Nicholas Jones, 19, was reportedly driving on Dahlonega Highway in the opposite direction of the school bus when he threw a mint chocolate milkshake at it. The driver of the school bus said he saw a “large green blob come out of nowhere” before his window shattered. Jones told police his friend, who was a passenger in his car, made a bet that Jones would not throw the milkshake. He was charged with first-degree criminal damage to property and the disruption of public schools.
Joyce Bernard of Serena, Illinois has retired after a nearly half-century career as a school bus driver. Bernard told The Times that it is not uncommon to hear she has driven three generations of students within the same family. She also said that when she started as a driver 1967, school buses were not equipped with radios for communication with the transportation department. She added that if a bus broke down in the middle of a route, the driver would have a trustworthy student walk to the nearest store with a note asking for help. Bernard added that what she will miss the most about her job is spending time with children.
A school bus driver in Snohomish, Washington unintentionally drove a student to an elementary school 80 miles north of the school he regularly attends. The child attends Central Elementary in Snohomish, but a bus dispatcher accidentally gave the new bus driver the address to Central Elementary School in Ferndale, which is 80 miles away, and 17 miles from the Canadian border. Andy Muntz, spokesperson for the Snohomish School District calls the incident “an honest mistake.”

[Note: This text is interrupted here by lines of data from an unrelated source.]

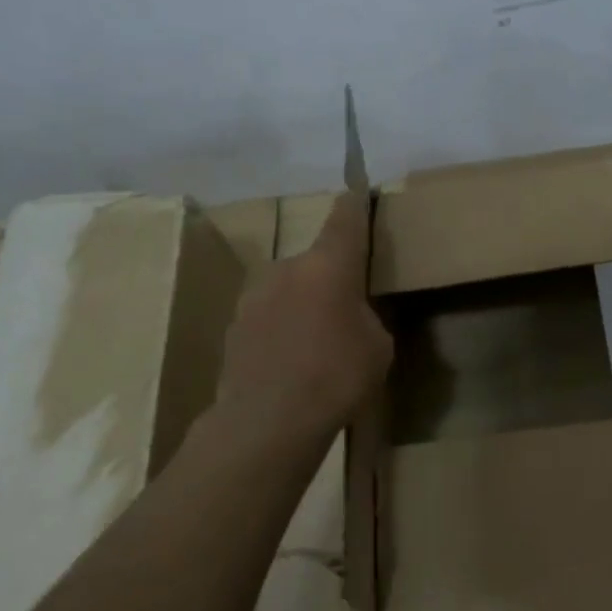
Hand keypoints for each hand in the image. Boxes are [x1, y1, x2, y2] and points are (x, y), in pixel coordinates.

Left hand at [213, 193, 392, 442]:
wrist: (267, 421)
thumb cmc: (337, 376)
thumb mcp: (378, 345)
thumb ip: (366, 316)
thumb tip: (350, 315)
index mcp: (328, 265)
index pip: (344, 220)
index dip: (354, 205)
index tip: (357, 189)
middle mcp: (286, 268)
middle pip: (315, 262)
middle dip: (331, 278)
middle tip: (347, 310)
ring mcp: (253, 296)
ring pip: (289, 289)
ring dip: (304, 304)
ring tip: (317, 344)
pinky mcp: (233, 326)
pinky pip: (269, 317)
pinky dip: (282, 329)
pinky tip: (291, 363)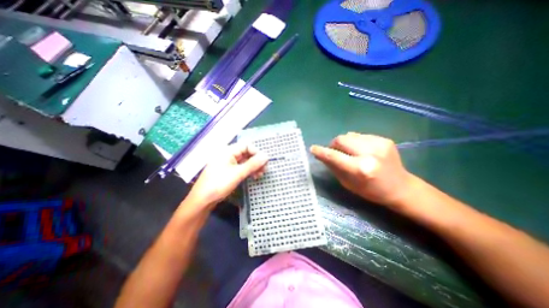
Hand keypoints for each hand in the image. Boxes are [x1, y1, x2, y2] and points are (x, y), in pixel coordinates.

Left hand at [186, 143, 269, 208]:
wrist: (202, 200)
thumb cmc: (219, 184)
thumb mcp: (238, 174)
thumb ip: (253, 164)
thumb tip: (267, 156)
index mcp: (228, 151)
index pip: (246, 145)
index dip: (256, 152)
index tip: (264, 162)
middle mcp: (228, 154)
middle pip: (247, 153)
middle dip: (256, 161)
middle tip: (265, 170)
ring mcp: (228, 163)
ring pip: (245, 161)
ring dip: (254, 167)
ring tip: (260, 175)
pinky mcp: (228, 171)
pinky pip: (241, 167)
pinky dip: (248, 171)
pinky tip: (254, 177)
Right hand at [311, 133, 414, 206]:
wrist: (401, 187)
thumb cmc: (371, 191)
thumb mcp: (348, 183)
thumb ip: (334, 167)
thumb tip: (321, 155)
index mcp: (361, 169)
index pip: (334, 156)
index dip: (321, 151)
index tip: (313, 149)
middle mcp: (370, 153)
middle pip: (341, 139)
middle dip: (334, 145)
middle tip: (335, 152)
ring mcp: (379, 143)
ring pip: (350, 135)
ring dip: (345, 143)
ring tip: (350, 152)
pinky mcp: (384, 139)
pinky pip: (360, 136)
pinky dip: (355, 142)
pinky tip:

Meanwhile, a school bus driver in Arizona is facing 45 charges after an incident inside a school bus. Carol Capas, a spokesperson for the Cochise County Sheriff’s office said driver Colleen Weinstein pushed three students inside the bus. She reportedly pushed one student down the aisle, another over a seat, which caused him to hit his head on a window and pushed another student into a seat. Weinstein has been charged with 20 counts of disorderly conduct, 20 counts of endangerment, two counts of threats and intimidation and three counts of aggravated assault.